I know summer is getting closer when I start to see the summer theme everywhere I look. Easter weekend was an obvious display this summer’s theme: Inside Out. We celebrate the death of Jesus on Friday. This death then leads to life. It doesn’t make sense. Death is supposed to be the end of life, but in the Kingdom of God, death always leads to new life. Weird.

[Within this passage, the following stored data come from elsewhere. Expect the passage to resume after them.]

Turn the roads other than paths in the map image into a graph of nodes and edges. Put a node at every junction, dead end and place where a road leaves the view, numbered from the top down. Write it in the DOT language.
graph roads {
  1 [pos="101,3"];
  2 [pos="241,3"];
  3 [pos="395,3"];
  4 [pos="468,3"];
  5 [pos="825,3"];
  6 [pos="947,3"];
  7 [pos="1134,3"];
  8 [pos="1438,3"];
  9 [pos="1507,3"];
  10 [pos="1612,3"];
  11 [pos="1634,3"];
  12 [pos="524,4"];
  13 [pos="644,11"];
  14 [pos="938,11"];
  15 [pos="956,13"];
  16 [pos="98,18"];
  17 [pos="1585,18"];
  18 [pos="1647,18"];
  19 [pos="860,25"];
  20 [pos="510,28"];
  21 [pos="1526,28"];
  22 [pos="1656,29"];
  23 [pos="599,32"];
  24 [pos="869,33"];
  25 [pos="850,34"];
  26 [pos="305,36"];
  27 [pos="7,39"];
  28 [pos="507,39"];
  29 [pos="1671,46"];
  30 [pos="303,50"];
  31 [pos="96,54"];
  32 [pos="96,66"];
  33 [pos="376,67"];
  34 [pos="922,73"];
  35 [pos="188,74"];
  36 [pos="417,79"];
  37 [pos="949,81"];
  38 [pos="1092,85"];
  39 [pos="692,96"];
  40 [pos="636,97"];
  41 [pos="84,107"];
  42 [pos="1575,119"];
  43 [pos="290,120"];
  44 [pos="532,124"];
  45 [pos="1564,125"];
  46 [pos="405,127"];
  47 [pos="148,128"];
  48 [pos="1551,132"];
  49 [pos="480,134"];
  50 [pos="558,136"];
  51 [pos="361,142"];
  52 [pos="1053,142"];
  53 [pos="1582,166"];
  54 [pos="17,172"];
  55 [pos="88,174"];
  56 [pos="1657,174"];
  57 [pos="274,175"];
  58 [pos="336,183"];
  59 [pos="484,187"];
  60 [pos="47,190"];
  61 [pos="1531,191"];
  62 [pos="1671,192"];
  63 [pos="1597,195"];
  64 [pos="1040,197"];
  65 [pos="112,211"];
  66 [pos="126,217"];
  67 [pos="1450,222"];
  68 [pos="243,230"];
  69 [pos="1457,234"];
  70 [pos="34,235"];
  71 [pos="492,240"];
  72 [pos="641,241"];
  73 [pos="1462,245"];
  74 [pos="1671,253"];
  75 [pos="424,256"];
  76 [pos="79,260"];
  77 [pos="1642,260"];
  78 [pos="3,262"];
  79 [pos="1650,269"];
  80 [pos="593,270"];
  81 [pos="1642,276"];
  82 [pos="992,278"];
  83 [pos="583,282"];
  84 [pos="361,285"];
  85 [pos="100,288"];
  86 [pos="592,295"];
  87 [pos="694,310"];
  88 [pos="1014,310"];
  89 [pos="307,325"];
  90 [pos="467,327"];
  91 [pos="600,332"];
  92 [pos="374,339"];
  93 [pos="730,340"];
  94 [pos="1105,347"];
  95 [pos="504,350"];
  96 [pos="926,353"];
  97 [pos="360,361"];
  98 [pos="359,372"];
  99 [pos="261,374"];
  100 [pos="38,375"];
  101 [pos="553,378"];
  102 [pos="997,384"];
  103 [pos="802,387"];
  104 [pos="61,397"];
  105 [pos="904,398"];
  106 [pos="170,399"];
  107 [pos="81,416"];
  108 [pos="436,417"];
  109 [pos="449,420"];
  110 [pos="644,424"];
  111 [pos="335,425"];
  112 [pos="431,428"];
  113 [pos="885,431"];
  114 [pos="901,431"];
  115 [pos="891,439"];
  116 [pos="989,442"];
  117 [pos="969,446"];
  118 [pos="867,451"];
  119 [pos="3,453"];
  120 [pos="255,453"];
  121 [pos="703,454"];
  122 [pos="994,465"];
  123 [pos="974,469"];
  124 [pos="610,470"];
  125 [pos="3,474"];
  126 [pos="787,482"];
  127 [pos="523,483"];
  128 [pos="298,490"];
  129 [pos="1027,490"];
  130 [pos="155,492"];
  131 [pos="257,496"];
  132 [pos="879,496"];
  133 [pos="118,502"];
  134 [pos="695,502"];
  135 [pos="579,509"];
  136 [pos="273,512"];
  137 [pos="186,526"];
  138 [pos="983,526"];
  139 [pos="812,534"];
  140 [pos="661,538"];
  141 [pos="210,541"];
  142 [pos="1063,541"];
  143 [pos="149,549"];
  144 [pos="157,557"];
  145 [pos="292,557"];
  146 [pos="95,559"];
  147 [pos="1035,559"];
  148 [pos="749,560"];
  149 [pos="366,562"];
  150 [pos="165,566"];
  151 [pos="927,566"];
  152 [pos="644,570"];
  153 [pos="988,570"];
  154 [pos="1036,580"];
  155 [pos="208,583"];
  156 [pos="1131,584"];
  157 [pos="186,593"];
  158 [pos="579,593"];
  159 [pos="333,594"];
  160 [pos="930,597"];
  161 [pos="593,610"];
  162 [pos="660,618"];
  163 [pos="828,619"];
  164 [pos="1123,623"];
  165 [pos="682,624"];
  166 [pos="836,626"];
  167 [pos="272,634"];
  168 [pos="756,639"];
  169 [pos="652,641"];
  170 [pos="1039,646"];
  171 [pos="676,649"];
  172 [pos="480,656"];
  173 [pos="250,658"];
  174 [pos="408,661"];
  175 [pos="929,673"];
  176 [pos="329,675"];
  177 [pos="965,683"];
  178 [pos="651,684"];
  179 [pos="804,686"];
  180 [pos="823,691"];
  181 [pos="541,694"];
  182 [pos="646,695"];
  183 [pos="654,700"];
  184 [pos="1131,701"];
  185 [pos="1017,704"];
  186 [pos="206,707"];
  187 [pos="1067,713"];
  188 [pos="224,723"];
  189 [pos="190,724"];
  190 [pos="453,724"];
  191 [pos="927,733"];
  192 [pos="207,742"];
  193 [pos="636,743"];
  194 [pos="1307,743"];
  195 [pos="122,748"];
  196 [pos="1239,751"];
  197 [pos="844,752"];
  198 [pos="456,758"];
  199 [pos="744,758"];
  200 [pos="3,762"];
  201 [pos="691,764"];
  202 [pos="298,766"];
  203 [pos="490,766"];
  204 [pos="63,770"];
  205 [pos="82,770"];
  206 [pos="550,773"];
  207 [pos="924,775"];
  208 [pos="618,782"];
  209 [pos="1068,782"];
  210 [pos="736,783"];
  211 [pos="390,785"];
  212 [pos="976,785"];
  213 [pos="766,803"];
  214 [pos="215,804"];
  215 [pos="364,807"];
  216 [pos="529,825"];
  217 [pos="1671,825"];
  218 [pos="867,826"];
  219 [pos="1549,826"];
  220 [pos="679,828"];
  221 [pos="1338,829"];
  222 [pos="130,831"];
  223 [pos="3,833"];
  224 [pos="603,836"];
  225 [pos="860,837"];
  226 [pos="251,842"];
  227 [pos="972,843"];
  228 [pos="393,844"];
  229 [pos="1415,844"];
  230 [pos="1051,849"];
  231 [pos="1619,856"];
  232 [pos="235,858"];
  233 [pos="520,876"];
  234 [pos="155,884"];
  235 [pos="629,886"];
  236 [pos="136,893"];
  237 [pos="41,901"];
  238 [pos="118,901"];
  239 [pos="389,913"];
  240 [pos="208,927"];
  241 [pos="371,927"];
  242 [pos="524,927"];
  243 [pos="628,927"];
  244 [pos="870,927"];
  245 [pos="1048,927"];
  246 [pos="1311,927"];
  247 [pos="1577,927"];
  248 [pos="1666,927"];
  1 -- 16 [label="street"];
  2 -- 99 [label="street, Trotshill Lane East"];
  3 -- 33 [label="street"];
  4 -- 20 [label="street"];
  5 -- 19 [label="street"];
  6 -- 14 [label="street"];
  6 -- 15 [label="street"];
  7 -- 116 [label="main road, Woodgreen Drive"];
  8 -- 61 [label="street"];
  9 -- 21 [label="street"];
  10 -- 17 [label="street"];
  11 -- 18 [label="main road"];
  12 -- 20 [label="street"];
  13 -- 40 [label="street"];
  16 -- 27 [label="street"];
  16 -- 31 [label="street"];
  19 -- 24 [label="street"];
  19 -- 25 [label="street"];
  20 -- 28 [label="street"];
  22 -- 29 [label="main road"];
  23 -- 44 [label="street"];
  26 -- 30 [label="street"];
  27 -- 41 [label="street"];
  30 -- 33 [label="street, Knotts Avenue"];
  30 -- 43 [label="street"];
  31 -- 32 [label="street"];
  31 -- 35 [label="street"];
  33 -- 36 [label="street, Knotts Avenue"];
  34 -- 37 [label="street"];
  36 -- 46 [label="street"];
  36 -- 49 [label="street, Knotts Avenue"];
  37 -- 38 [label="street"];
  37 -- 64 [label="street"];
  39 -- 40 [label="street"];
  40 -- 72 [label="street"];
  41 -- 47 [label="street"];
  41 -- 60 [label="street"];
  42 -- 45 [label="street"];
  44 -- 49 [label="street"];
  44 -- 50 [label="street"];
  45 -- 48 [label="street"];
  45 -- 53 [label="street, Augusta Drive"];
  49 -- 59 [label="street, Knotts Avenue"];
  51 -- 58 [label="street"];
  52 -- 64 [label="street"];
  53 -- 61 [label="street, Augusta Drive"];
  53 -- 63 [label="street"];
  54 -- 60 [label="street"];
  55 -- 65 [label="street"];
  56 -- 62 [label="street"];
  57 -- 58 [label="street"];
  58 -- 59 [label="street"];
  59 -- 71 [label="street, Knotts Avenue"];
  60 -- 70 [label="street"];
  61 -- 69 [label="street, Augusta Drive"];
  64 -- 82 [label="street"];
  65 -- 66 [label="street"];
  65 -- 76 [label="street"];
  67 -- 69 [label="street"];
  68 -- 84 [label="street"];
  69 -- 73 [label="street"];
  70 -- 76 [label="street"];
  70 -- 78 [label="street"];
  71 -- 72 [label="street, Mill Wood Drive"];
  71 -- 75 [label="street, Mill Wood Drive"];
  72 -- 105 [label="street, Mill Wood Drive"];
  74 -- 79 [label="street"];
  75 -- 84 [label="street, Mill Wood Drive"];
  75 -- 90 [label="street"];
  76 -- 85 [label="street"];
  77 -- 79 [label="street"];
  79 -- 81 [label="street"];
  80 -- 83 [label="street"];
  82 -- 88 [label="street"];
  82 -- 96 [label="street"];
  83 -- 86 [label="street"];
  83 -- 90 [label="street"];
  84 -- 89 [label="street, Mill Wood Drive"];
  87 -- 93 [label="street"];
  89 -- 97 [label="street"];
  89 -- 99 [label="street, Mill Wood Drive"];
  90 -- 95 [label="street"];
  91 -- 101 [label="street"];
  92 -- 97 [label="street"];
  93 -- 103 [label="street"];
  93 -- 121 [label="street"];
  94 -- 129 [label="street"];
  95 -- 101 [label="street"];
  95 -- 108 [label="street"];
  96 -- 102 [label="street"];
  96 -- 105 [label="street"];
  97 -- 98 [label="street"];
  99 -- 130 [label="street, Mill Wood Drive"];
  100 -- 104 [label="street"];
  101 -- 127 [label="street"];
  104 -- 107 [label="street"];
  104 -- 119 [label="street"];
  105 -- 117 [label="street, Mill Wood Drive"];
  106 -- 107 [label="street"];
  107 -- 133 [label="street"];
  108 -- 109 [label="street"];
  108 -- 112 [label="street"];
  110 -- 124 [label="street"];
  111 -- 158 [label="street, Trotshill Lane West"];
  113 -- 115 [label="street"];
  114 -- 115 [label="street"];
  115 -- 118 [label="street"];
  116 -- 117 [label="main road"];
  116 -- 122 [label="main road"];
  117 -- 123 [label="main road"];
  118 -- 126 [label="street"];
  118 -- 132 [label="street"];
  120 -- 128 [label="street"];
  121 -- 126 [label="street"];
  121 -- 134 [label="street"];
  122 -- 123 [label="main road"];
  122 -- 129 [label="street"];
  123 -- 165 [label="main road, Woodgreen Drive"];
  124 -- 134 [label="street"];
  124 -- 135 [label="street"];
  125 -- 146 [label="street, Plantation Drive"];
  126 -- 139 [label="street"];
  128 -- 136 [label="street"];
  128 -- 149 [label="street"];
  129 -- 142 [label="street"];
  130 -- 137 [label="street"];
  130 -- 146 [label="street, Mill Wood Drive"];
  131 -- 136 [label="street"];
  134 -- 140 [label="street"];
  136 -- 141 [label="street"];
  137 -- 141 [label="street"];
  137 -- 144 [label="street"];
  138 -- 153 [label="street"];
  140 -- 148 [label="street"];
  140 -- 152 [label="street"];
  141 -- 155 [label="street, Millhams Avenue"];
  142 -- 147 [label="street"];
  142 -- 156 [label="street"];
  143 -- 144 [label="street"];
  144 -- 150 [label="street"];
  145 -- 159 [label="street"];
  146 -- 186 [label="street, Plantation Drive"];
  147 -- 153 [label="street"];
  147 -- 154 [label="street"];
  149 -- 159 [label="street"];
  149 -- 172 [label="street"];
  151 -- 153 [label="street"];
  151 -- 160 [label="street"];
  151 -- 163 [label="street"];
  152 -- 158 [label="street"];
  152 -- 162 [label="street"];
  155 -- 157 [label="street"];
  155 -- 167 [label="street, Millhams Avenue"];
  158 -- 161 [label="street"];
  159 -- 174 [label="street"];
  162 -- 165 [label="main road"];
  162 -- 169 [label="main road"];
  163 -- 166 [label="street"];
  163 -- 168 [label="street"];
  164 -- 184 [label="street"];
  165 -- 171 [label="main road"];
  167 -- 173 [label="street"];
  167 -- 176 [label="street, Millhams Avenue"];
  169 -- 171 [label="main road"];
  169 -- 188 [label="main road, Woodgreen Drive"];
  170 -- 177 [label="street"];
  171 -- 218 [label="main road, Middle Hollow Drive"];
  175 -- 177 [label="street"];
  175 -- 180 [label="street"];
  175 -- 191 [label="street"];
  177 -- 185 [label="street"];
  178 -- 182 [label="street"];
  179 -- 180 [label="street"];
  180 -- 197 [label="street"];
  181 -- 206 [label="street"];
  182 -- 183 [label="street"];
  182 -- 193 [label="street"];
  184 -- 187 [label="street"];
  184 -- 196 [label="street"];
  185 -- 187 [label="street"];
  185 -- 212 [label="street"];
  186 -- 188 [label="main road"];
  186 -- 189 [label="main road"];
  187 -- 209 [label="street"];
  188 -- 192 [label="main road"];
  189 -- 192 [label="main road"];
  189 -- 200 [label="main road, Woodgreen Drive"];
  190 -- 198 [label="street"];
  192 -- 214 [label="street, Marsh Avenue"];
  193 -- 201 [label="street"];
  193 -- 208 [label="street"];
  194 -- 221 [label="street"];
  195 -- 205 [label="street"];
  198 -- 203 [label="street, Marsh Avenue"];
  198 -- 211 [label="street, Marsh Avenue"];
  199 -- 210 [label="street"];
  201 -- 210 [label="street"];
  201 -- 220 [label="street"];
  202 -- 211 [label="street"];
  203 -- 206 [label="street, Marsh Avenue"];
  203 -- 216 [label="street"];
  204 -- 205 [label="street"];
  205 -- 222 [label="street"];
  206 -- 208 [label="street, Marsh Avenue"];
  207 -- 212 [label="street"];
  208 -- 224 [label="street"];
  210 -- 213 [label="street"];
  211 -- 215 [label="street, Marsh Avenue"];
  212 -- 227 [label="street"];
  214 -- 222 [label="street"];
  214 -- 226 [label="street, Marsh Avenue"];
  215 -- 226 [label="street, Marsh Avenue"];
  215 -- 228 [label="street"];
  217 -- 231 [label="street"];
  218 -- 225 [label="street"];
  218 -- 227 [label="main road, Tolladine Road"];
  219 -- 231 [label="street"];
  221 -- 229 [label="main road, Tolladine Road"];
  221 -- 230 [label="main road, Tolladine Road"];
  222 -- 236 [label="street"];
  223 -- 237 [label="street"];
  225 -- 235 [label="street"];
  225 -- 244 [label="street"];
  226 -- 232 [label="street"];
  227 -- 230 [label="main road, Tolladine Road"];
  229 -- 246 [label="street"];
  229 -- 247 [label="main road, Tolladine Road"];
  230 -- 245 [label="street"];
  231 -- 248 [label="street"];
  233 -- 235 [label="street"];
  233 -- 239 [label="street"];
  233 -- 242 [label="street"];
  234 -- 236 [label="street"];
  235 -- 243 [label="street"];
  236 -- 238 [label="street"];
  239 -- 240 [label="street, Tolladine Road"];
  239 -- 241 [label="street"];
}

This theme of death leading to life is also present in the natural world around us. One of my favorite stops on the BBC nature trail was developed a few years ago by Katie “Scoop” Gehman and myself. We were walking along the nature trail and we saw this incredible pile of dirt. You see, the pile of dirt was actually the uprooting of a tree, but from our perspective you couldn’t tell, it just looked like a random, huge pile of dirt! We thought it was worthy of being a new post on the nature trail. However, the first time we took the staff on the revised nature trail, they knew immediately that the pile of dirt was an uprooted tree! (needless to say we were disappointed in their lack of amazement!) I walked the nature trail the other day. Currently, when you walk by this pile of dirt, you see new life springing from it. Grasses, ferns and moss all growing on the pile of dirt formed from the uprooted roots of the tree. The death of the tree is bringing new life to the forest.
As I reflect on various things in my life that are ending (or have ended) I look forward to the new life that lies ahead, including whatever Summer 2012 will bring!